CVE-2021-4293 in youngcart5
Summary
by MITRE • 12/28/2022
** UNSUPPPORTED WHEN ASSIGNED **** UNSUPPORTED WHEN ASSIGNED ** A vulnerability classified as problematic has been found in gnuboard youngcart5 up to 5.4.5.1. Affected is an unknown function of the file adm/menu_list_update.php. The manipulation of the argument me_link leads to cross site scripting. It is possible to launch the attack remotely. Upgrading to version 5.4.5.2 is able to address this issue. The name of the patch is 70daa537adfa47b87af12d85f1e698fff01785ff. It is recommended to upgrade the affected component. VDB-216954 is the identifier assigned to this vulnerability. NOTE: This vulnerability only affects products that are no longer supported by the maintainer.
If you want to get best quality of vulnerability data, you may have to visit VulDB.
Analysis
by VulDB Data Team • 04/28/2025
This vulnerability resides within the gnuboard youngcart5 content management system where a cross-site scripting flaw exists in the adm/menu_list_update.php file. The specific function affected involves the manipulation of the me_link argument, which creates a security exposure that allows attackers to inject malicious scripts into web pages viewed by other users.

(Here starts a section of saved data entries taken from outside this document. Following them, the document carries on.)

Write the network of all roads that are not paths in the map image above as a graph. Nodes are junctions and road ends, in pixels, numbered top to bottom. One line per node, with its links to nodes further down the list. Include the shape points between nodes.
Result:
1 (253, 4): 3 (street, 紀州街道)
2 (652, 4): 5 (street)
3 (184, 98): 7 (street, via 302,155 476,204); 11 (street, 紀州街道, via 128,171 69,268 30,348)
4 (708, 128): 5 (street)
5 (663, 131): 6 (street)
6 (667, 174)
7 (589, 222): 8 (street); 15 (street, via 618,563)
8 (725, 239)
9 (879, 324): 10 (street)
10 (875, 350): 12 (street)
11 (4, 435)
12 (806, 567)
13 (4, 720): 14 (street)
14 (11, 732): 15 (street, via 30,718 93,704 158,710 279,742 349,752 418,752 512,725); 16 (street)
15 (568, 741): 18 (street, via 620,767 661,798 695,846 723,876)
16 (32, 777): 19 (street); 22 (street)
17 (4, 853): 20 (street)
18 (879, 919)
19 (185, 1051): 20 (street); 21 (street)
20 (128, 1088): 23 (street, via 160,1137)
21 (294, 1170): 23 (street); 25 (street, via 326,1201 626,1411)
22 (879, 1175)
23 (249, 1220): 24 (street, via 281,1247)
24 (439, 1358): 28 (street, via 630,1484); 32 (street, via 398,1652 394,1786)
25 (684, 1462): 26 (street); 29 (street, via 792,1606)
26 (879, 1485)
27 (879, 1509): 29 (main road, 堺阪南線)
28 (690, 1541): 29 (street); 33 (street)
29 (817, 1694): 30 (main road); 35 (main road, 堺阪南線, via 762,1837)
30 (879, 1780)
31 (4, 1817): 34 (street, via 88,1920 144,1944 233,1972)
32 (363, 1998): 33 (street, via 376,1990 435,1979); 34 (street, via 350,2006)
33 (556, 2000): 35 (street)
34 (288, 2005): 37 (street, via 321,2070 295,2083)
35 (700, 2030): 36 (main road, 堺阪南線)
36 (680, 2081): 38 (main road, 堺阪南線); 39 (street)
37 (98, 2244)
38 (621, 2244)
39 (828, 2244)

The vulnerability is classified as remotely exploitable, meaning that an attacker does not require physical access to the system to carry out the attack, and can potentially compromise user sessions or redirect them to malicious sites. This represents a significant security risk in web applications where user input is not properly sanitized before being processed and displayed.
The technical nature of this vulnerability aligns with CWE-79, which describes Cross-Site Scripting flaws that occur when web applications fail to properly validate or escape user-supplied input before incorporating it into dynamic content. The me_link parameter serves as the attack vector where malicious input can be injected to execute arbitrary JavaScript code in the context of a victim's browser session. This type of vulnerability enables attackers to perform actions on behalf of users, potentially stealing session cookies, modifying data, or redirecting users to phishing sites. The vulnerability's classification as problematic indicates that it represents a substantial security concern that requires immediate attention.

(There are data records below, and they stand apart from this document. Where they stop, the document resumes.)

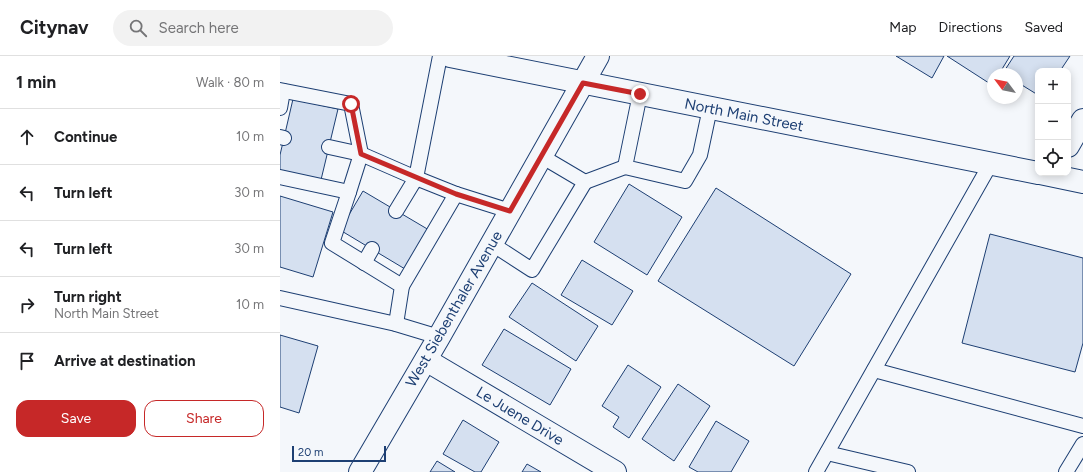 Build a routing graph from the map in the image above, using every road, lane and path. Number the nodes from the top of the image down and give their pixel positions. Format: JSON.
{"nodes":[{"id":1,"x":440,"y":56,"type":"edge"},
{"id":2,"x":450,"y":56,"type":"edge"},
{"id":3,"x":598,"y":56,"type":"edge"},
{"id":4,"x":583,"y":83,"type":"junction"},
{"id":5,"x":282,"y":91,"type":"edge"},
{"id":6,"x":640,"y":94,"type":"junction"},
{"id":7,"x":280,"y":108,"type":"edge"},
{"id":8,"x":710,"y":108,"type":"junction"},
{"id":9,"x":1083,"y":120,"type":"edge"},
{"id":10,"x":1071,"y":141,"type":"edge"},
{"id":11,"x":329,"y":147,"type":"dead end"},
{"id":12,"x":361,"y":154,"type":"junction"},
{"id":13,"x":541,"y":156,"type":"junction"},
{"id":14,"x":991,"y":163,"type":"junction"},
{"id":15,"x":625,"y":167,"type":"junction"},
{"id":16,"x":1035,"y":171,"type":"edge"},
{"id":17,"x":1058,"y":176,"type":"edge"},
{"id":18,"x":280,"y":177,"type":"edge"},
{"id":19,"x":416,"y":178,"type":"junction"},
{"id":20,"x":585,"y":182,"type":"junction"},
{"id":21,"x":1083,"y":182,"type":"edge"},
{"id":22,"x":349,"y":192,"type":"junction"},
{"id":23,"x":456,"y":194,"type":"junction"},
{"id":24,"x":396,"y":211,"type":"dead end"},
{"id":25,"x":510,"y":211,"type":"junction"},
{"id":26,"x":492,"y":244,"type":"junction"},
{"id":27,"x":372,"y":249,"type":"dead end"},
{"id":28,"x":364,"y":263,"type":"junction"},
{"id":29,"x":402,"y":286,"type":"junction"},
{"id":30,"x":280,"y":298,"type":"edge"},
{"id":31,"x":396,"y":324,"type":"junction"},
{"id":32,"x":439,"y":337,"type":"junction"},
{"id":33,"x":426,"y":360,"type":"junction"},
{"id":34,"x":874,"y":370,"type":"junction"},
{"id":35,"x":1083,"y":426,"type":"edge"},
{"id":36,"x":1083,"y":444,"type":"edge"},
{"id":37,"x":827,"y":453,"type":"junction"},
{"id":38,"x":360,"y":472,"type":"edge"},
{"id":39,"x":615,"y":472,"type":"edge"},
{"id":40,"x":816,"y":472,"type":"edge"},
{"id":41,"x":908,"y":472,"type":"edge"},
{"id":42,"x":1066,"y":472,"type":"edge"}],
"edges":[{"from":1,"to":19,"type":"lane"},
{"from":2,"to":4,"type":"main road","name":"North Main Street"},
{"from":3,"to":4,"type":"main road","name":"West Siebenthaler Avenue"},
{"from":4,"to":6,"type":"main road","name":"North Main Street"},
{"from":4,"to":13,"type":"main road","name":"West Siebenthaler Avenue"},
{"from":5,"to":7,"type":"lane"},
{"from":5,"to":12,"type":"lane"},
{"from":6,"to":8,"type":"main road","name":"North Main Street"},
{"from":6,"to":15,"type":"lane"},
{"from":8,"to":14,"type":"main road","name":"North Main Street"},
{"from":8,"to":15,"type":"lane"},
{"from":9,"to":10,"type":"main road"},
{"from":11,"to":12,"type":"lane"},
{"from":12,"to":19,"type":"lane"},
{"from":12,"to":22,"type":"lane"},
{"from":13,"to":20,"type":"lane"},
{"from":13,"to":25,"type":"main road","name":"West Siebenthaler Avenue"},
{"from":14,"to":16,"type":"main road","name":"North Main Street"},
{"from":14,"to":34,"type":"lane"},
{"from":15,"to":20,"type":"lane"},
{"from":17,"to":21,"type":"main road","name":"North Main Street"},
{"from":18,"to":22,"type":"lane"},
{"from":19,"to":23,"type":"lane"},
{"from":19,"to":24,"type":"lane"},
{"from":20,"to":26,"type":"lane"},
{"from":22,"to":28,"type":"lane"},
{"from":23,"to":25,"type":"lane"},
{"from":23,"to":29,"type":"lane"},
{"from":25,"to":26,"type":"main road","name":"West Siebenthaler Avenue"},
{"from":26,"to":32,"type":"main road","name":"West Siebenthaler Avenue"},
{"from":27,"to":28,"type":"lane"},
{"from":28,"to":29,"type":"lane"},
{"from":29,"to":31,"type":"lane"},
{"from":30,"to":31,"type":"lane"},
{"from":31,"to":32,"type":"lane"},
{"from":32,"to":33,"type":"main road","name":"West Siebenthaler Avenue"},
{"from":33,"to":38,"type":"main road","name":"West Siebenthaler Avenue"},
{"from":33,"to":39,"type":"main road","name":"Le Juene Drive"},
{"from":34,"to":35,"type":"lane"},
{"from":34,"to":37,"type":"lane"},
{"from":36,"to":42,"type":"lane"},
{"from":37,"to":40,"type":"lane"},
{"from":37,"to":41,"type":"lane"}]}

The operational impact of this vulnerability extends beyond simple script execution, as it can lead to session hijacking, data theft, and potential full system compromise if users with administrative privileges are affected. The fact that this vulnerability only affects unsupported products highlights a critical security gap where organizations may be running outdated software with known security flaws. Attackers can leverage this vulnerability to gain unauthorized access to user accounts, manipulate content, or establish persistent access points within the web application environment. The remote exploitation capability means that attackers can target users from anywhere on the internet without requiring local system access.

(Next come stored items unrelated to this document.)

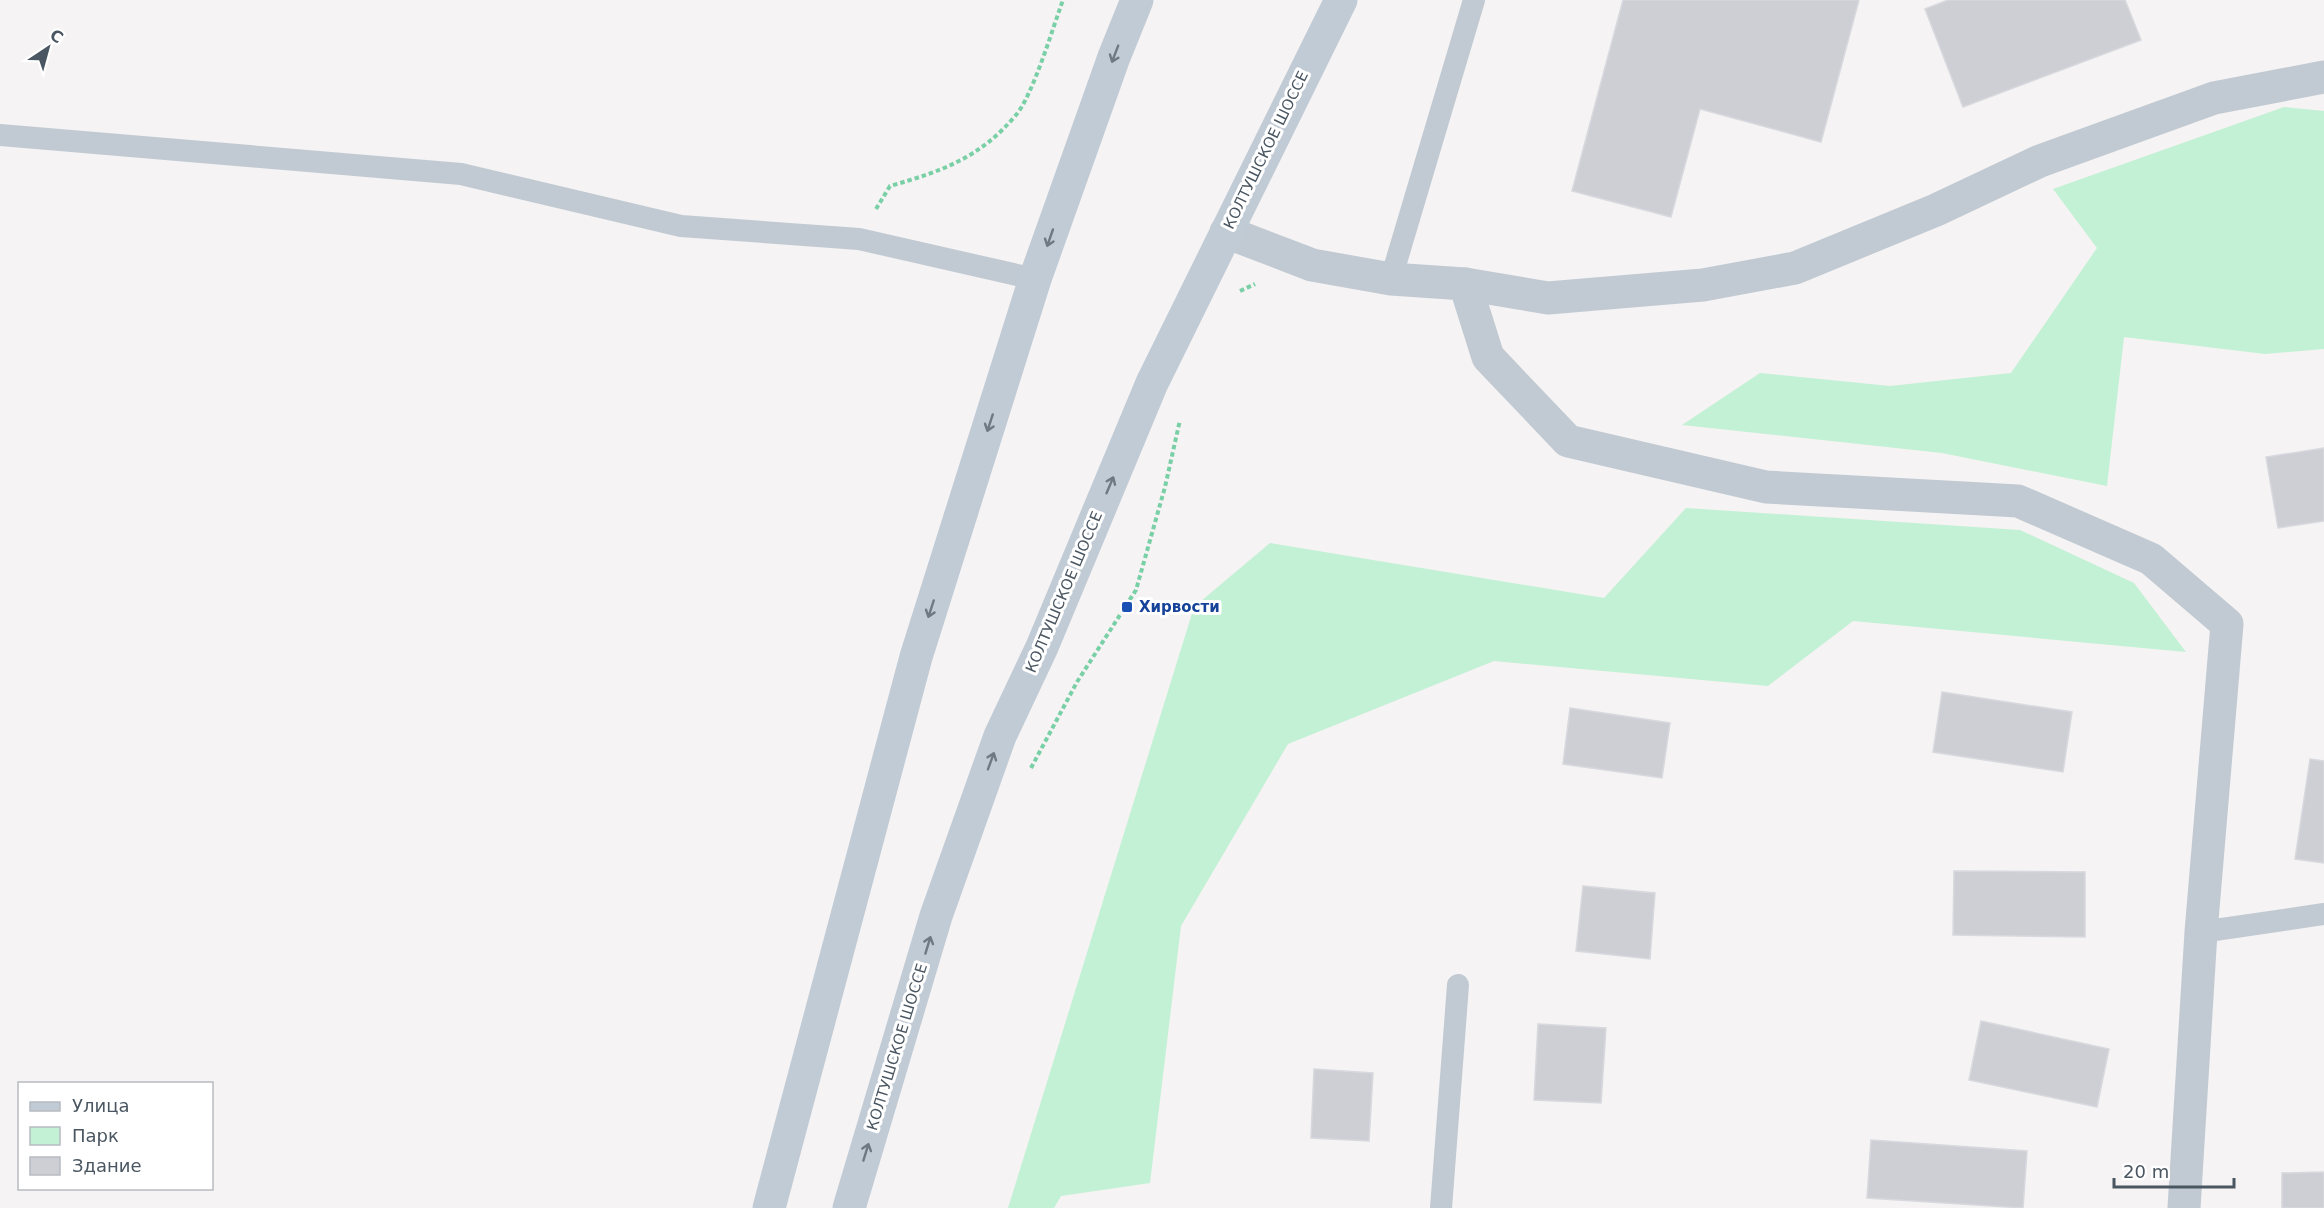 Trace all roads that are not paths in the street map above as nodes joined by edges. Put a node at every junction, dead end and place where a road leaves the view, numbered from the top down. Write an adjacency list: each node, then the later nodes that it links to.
1 (1137, 0): 7 (main road, one-way to 7)
2 (1341, 0): 6 (main road, КОЛТУШСКОЕ ШОССЕ)
3 (1474, 0): 8 (lane)
4 (2324, 77): 9 (street)
5 (0, 135): 7 (lane)
6 (1226, 232): 8 (street); 14 (main road, КОЛТУШСКОЕ ШОССЕ, one-way to 6)
7 (1035, 279): 13 (main road, one-way to 13)
8 (1390, 279): 9 (street)
9 (1465, 284): 11 (street)
10 (2324, 914): 11 (lane)
11 (2201, 932): 16 (street)
12 (1458, 985): 15 (lane)
13 (769, 1208)
14 (849, 1208)
15 (1441, 1208)
16 (2184, 1208)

The recommended mitigation strategy involves upgrading to version 5.4.5.2 which includes the patch identified by the commit hash 70daa537adfa47b87af12d85f1e698fff01785ff. This upgrade addresses the root cause by properly sanitizing the me_link parameter before processing user input. Organizations should also implement additional defensive measures including input validation, output encoding, and regular security audits to prevent similar vulnerabilities. The vulnerability's designation as unsupported by the maintainer underscores the importance of maintaining current software versions and having proper security governance policies in place to avoid running legacy systems with known security flaws. This case demonstrates how the absence of security updates and patches can leave systems vulnerable to exploitation, aligning with ATT&CK technique T1190 for exploitation of remote services and T1566 for credential access through social engineering or compromised accounts.